- **DATA RECORDS**
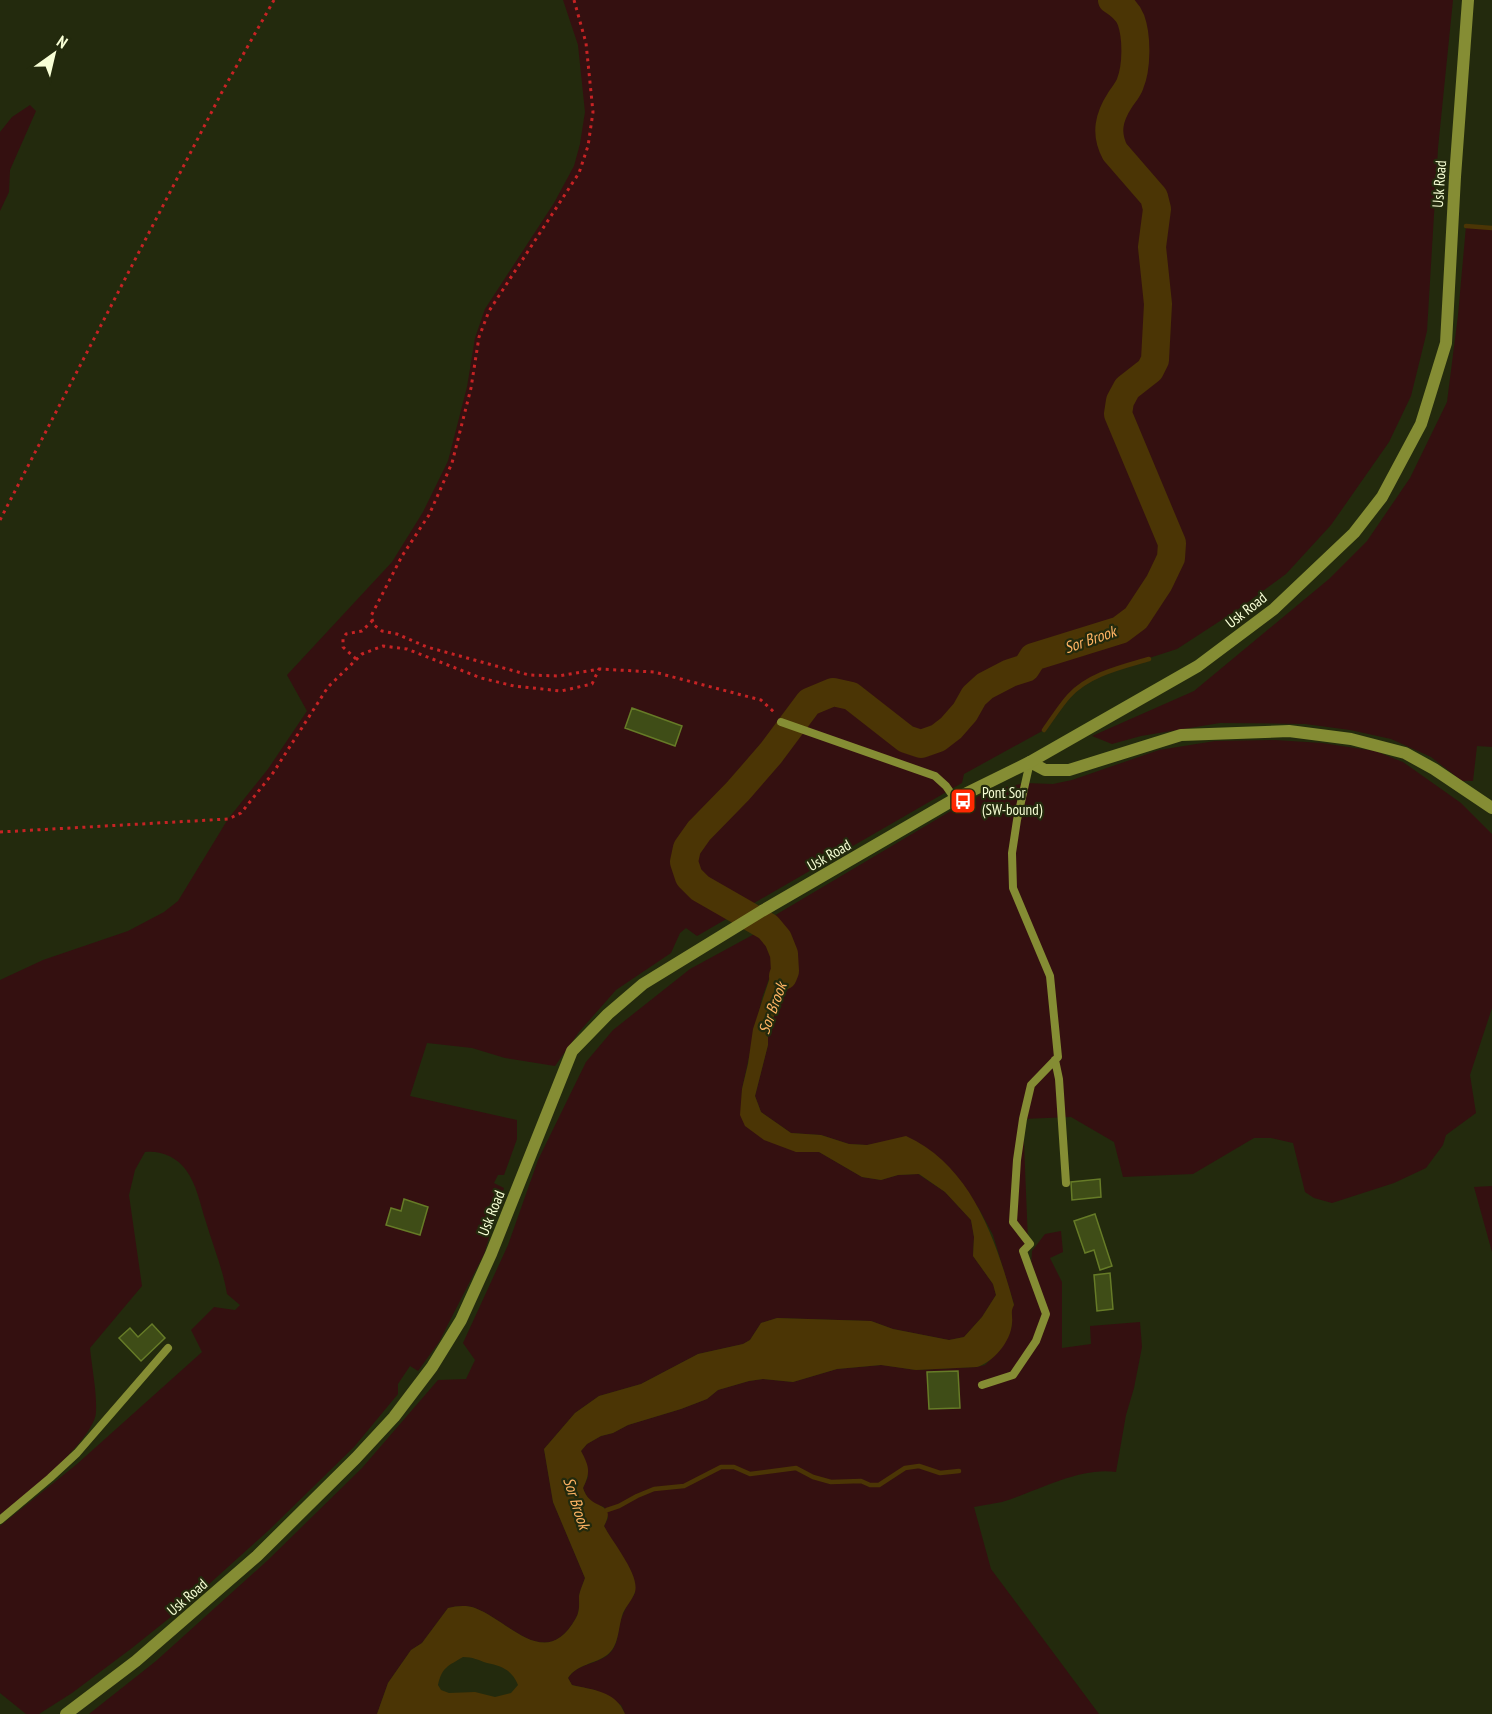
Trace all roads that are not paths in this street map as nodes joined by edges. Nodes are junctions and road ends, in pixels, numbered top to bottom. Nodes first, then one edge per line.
1 (1468, 0) edge
2 (781, 722) road end
3 (1030, 762) junction
4 (955, 799) junction
5 (1490, 810) edge
6 (1055, 1060) junction
7 (1066, 1183) dead end
8 (168, 1348) dead end
9 (982, 1385) dead end
10 (0, 1520) edge
11 (66, 1714) edge

1 - 3 street, Usk Road
2 - 4 lane
3 - 4 street, Usk Road
3 - 5 street
3 - 6 lane
4 - 11 street, Usk Road
6 - 7 lane
6 - 9 lane
8 - 10 lane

- **TASK STATEMENT**
An exact copy of the entries above, with no pictures, is the required answer.

- **RESULT OF THE TASK**
Trace all roads that are not paths in this street map as nodes joined by edges. Nodes are junctions and road ends, in pixels, numbered top to bottom. Nodes first, then one edge per line.
1 (1468, 0) edge
2 (781, 722) road end
3 (1030, 762) junction
4 (955, 799) junction
5 (1490, 810) edge
6 (1055, 1060) junction
7 (1066, 1183) dead end
8 (168, 1348) dead end
9 (982, 1385) dead end
10 (0, 1520) edge
11 (66, 1714) edge

1 - 3 street, Usk Road
2 - 4 lane
3 - 4 street, Usk Road
3 - 5 street
3 - 6 lane
4 - 11 street, Usk Road
6 - 7 lane
6 - 9 lane
8 - 10 lane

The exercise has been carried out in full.